Task description.
Which lines of the data contain the string "Northeast"? Copy every one.

(Records from a data source)

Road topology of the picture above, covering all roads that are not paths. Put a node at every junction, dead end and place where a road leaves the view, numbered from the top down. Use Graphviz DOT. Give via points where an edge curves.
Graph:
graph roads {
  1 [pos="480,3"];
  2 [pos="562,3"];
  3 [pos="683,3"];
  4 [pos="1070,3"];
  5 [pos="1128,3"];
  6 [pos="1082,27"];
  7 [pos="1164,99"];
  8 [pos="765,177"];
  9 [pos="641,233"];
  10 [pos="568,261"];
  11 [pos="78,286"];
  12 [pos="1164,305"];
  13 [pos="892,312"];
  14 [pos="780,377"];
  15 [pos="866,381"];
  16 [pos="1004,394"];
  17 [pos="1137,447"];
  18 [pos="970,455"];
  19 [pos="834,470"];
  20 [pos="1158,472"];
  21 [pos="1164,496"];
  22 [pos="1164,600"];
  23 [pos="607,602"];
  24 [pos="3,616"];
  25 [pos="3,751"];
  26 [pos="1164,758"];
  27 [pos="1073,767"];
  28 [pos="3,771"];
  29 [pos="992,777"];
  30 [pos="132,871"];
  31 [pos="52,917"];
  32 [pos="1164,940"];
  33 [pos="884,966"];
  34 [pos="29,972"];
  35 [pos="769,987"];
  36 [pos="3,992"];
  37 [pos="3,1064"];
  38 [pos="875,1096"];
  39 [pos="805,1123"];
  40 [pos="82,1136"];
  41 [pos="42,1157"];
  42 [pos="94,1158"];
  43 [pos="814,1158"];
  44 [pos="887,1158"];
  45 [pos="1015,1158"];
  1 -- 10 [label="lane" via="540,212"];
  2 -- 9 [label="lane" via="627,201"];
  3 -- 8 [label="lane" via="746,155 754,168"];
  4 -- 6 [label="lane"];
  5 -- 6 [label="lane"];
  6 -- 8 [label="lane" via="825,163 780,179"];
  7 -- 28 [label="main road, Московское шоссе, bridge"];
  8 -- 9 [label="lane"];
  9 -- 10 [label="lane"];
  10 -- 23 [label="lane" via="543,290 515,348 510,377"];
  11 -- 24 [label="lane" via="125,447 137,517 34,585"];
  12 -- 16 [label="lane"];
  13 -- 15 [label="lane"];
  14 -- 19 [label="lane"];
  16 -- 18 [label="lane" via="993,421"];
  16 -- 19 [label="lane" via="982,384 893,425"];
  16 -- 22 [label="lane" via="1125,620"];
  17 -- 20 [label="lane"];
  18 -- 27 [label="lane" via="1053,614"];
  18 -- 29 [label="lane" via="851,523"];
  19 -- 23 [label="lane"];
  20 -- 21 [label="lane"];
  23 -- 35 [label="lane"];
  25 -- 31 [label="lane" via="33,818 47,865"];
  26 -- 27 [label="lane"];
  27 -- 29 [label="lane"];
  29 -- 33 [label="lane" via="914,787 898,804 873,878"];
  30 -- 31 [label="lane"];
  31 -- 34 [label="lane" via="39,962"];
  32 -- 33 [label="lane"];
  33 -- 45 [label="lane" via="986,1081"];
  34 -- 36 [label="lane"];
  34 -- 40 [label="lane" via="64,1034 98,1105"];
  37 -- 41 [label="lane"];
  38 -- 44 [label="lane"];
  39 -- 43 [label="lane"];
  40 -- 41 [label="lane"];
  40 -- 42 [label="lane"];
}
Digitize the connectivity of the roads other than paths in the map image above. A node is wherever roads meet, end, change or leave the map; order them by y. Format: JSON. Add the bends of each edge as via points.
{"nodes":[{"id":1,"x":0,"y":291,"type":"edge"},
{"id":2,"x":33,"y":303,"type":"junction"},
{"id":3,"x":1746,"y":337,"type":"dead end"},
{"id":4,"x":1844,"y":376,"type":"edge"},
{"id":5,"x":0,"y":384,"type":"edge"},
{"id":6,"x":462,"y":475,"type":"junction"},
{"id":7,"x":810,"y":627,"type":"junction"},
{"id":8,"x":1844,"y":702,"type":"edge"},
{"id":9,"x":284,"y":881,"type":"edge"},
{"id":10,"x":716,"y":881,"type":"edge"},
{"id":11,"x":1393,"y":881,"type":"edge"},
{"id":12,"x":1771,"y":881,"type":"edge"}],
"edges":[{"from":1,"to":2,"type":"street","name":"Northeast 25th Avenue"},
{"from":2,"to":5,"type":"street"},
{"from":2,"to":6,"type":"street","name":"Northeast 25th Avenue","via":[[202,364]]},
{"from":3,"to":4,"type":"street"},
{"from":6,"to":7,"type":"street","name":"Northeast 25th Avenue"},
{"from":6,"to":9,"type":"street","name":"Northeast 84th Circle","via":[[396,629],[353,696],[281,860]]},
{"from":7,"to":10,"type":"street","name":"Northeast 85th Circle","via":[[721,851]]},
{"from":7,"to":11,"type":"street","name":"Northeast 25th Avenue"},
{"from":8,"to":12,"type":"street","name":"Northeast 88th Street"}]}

Finished exercise.
"edges":[{"from":1,"to":2,"type":"street","name":"Northeast 25th Avenue"},
{"from":2,"to":6,"type":"street","name":"Northeast 25th Avenue","via":[[202,364]]},
{"from":6,"to":7,"type":"street","name":"Northeast 25th Avenue"},
{"from":6,"to":9,"type":"street","name":"Northeast 84th Circle","via":[[396,629],[353,696],[281,860]]},
{"from":7,"to":10,"type":"street","name":"Northeast 85th Circle","via":[[721,851]]},
{"from":7,"to":11,"type":"street","name":"Northeast 25th Avenue"},
{"from":8,"to":12,"type":"street","name":"Northeast 88th Street"}]}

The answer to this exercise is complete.